▸ **EXERCISE DETAILS**: The answer must consist of every line in the records below that contains the string "hand".
:: RECORD EXCERPTS
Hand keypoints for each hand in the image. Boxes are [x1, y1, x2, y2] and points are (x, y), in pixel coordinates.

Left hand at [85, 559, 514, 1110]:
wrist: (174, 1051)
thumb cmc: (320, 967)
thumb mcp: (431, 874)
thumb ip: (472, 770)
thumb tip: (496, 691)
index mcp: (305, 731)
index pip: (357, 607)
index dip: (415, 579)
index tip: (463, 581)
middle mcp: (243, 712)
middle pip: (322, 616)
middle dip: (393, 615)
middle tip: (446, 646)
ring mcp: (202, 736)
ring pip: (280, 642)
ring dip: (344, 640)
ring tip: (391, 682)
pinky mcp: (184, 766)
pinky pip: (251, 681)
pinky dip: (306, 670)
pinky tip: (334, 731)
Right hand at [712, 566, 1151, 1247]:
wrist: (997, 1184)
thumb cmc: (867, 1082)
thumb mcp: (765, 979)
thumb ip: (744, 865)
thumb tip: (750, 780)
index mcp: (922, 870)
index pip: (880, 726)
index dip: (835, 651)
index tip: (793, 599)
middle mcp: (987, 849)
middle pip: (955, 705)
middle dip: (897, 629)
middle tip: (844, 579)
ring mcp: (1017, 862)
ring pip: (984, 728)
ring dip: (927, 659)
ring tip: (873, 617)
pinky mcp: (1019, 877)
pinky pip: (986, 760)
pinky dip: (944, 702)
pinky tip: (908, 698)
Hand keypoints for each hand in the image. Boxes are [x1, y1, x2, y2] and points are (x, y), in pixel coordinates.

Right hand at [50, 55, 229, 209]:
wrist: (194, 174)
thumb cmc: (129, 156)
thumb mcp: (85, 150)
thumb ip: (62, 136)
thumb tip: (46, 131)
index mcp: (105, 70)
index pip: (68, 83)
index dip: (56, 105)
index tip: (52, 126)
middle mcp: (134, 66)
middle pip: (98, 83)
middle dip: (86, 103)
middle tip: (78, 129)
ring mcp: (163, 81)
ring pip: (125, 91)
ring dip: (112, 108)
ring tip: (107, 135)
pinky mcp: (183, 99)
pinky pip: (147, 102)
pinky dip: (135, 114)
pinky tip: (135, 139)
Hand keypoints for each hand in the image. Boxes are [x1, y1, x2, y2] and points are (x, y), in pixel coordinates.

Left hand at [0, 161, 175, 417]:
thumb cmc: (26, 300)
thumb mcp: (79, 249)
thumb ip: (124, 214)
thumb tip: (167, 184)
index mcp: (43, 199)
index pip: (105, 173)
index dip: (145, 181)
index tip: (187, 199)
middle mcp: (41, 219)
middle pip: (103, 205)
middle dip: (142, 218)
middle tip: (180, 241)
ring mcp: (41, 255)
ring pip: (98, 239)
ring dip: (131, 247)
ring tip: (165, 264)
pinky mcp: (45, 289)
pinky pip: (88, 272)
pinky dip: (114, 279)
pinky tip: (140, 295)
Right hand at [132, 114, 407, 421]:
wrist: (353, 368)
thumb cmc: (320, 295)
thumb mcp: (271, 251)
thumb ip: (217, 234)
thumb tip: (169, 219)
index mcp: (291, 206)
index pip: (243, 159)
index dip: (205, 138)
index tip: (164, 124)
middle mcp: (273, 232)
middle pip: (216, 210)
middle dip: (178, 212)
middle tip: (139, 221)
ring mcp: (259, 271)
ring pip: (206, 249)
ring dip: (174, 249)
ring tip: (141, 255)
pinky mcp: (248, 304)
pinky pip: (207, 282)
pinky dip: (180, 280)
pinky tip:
::::
▸ **OUTPUT BELOW**:
Hand keypoints for each hand in the image. Boxes are [x1, y1, x2, y2] and points are (x, y), in pixel coordinates.
Left hand at [85, 559, 514, 1110]:
Right hand at [712, 566, 1151, 1247]:
Hand keypoints for each hand in the image. Boxes are [x1, y1, x2, y2] and points are (x, y), in pixel coordinates.
Right hand at [50, 55, 229, 209]:
Hand keypoints for each hand in the image. Boxes are [x1, y1, x2, y2] and points are (x, y), in pixel coordinates.
Left hand at [0, 161, 175, 417]:
Right hand at [132, 114, 407, 421]:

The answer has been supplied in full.